Daud Abdul Sayed, a film director, said the ruling "simply ignored the spiritual evolvement of Muslims since the arrival of Islam ... Clearly, it was natural that they forbid statues under early Islam because people worshipped them.
The Taliban in Afghanistan
destroyed a statue of Buddha
"But are there Muslims worshipping statues nearly 15 centuries later?"
Yussef Zidan, director of the manuscript museum at the Bibliotheca Alexandrina, said: "Why would anyone even bring up the issue in a country where there are more than 10 state-owned institutions that teach sculpting and more than 20 others that teach the history of art?"

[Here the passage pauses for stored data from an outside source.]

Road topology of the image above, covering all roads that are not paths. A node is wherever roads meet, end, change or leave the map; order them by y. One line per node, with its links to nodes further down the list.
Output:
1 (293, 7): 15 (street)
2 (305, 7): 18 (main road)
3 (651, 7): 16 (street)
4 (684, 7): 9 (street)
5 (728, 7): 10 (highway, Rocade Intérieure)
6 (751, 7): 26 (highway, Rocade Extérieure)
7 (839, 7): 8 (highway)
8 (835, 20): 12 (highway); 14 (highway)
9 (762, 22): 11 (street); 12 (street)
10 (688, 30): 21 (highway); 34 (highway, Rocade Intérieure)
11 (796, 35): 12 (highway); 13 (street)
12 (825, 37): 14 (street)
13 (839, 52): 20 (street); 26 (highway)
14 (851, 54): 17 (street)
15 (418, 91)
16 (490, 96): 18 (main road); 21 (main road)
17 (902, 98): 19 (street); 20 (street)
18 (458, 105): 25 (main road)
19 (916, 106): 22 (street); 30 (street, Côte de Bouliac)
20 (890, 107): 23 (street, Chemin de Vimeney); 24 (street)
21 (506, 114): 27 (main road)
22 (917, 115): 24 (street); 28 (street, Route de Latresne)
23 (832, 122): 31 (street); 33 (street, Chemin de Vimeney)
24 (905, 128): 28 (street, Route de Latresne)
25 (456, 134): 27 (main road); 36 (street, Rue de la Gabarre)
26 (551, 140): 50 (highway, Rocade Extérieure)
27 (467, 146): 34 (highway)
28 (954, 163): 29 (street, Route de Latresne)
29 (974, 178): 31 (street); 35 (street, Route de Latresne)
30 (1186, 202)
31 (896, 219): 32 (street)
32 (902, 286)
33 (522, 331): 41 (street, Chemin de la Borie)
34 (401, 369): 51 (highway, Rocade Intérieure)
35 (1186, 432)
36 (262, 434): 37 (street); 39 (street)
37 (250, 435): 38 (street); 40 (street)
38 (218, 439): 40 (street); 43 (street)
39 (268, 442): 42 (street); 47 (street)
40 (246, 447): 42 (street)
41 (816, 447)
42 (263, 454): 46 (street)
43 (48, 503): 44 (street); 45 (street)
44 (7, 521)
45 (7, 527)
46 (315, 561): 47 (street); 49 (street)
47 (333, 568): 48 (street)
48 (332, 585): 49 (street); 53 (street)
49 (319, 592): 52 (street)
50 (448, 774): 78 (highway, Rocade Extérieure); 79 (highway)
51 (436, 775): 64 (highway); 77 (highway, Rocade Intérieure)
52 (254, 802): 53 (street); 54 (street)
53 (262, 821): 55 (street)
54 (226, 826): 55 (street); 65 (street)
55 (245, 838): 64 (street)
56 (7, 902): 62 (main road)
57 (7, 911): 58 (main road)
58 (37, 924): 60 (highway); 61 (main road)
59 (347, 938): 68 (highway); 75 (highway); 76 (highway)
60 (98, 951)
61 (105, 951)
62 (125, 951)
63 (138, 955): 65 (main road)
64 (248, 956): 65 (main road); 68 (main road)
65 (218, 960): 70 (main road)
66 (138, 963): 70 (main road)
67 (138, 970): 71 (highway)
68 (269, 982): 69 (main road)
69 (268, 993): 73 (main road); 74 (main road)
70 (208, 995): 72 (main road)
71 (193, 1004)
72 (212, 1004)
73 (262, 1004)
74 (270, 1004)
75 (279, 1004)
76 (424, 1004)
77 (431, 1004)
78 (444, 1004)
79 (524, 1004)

Ghitani said: "It's time for those placing impediments between Islam and innovation to get out of our lives."
The criticisms of the legal opinion have put religious scholars at odds with artists, who say that such edicts only reinforce claims, particularly in the West, that Islam is against progress.

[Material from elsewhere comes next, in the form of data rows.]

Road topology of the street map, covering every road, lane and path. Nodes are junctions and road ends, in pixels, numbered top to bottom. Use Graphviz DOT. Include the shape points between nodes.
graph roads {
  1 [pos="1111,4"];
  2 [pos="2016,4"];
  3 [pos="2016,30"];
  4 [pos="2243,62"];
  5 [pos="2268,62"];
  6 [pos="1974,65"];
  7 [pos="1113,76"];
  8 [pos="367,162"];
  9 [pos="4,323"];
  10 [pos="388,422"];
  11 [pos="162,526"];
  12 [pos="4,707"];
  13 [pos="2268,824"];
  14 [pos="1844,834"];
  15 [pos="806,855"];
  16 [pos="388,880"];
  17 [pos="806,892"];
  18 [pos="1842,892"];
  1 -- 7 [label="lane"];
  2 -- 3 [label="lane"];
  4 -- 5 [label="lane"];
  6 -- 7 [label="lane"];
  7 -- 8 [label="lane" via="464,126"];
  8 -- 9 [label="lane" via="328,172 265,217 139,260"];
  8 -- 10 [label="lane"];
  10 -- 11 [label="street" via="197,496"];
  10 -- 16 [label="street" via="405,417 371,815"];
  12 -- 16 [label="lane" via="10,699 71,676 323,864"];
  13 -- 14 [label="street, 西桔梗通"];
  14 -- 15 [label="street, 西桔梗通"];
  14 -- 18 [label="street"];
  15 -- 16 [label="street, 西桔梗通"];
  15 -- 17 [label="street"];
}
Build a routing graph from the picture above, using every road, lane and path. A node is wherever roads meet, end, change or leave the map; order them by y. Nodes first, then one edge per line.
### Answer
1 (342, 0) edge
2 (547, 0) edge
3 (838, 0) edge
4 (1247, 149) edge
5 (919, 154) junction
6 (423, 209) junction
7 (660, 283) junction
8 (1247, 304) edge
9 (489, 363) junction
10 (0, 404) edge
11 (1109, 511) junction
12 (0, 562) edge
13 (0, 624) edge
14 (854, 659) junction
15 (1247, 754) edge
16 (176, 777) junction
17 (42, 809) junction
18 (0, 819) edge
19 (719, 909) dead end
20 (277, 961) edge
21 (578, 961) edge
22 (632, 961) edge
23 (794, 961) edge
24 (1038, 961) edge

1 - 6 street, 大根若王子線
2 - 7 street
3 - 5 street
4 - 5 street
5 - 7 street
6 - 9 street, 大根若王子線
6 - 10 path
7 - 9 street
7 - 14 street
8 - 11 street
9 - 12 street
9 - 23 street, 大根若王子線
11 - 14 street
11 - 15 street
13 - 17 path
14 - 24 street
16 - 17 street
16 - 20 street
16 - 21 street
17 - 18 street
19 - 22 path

Some, including Abdul Sayed, compared Gomaa's edict with a similar one issued by the former rulers of Afghanistan, the Taliban, that led to the destruction of statues of the Buddha despite widespread opposition.

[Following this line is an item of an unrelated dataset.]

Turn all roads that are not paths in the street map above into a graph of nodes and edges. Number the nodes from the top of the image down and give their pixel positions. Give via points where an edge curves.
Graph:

Mainstream Muslim scholars, including Egypt's then mufti, Nasr Farid Wasel, and Shaikh Yusuf al-Qaradawi, the leading Qatar-based scholar, all condemned the Taliban's actions in March 2001.
Yusuf al-Qaradawi says statues
are proscribed in Islam
However, Shaikh al-Qaradawi joined Gomaa in ruling that statues used for decoration are prohibited.
"Islam proscribed statues, as long as they symbolise living entities such as human beings and animals," al-Qaradawi says on a website.
"Islam proscribed all that leads to paganism or smells of it, statues of ancient Egyptians included."
The only exception, he said, are children's toys.
Gomaa was appointed as grand mufti by Hosni Mubarak, the Egyptian president. The mufti's legal opinions carry much weight and generally represent the official line.
His legitimacy is often challenged by other Muslims over his affiliation to the government and his edicts are not always followed.
The government can choose to enforce or ignore the ruling and its reaction in the past often depended on public opinion.
The Muslim Brotherhood, Egypt's main political opposition force, dismissed the fatwa.
Issam al-Aryan, a spokesman for the movement, said: "The people are more concerned with corruption. What they would like to see is a fatwa banning the presence of the same people at the helm of the country for 25 years and not against statues."
Previous decrees include a ruling in 2001 by Wasel against the Arab version of Who Wants to be a Millionaire? that was airing on Egyptian television, saying it was forbidden by Islam because it was a form of gambling.
"The people are more concerned with corruption. What they would like to see is a fatwa banning the presence of the same people at the helm of the country for 25 years and not against statues"
The show was eventually cancelled, although it was not clear whether that was because of the ruling.
In another edict in May 2001, Wasel ruled that beauty pageants in which women appear scantily clad in front of panels of male judges are prohibited. The authorities played deaf and Egypt continues to host them.
Wasel issued a ruling against watching solar eclipses and another against bullfights, but refused to support rights activists in their campaign to outlaw female circumcision.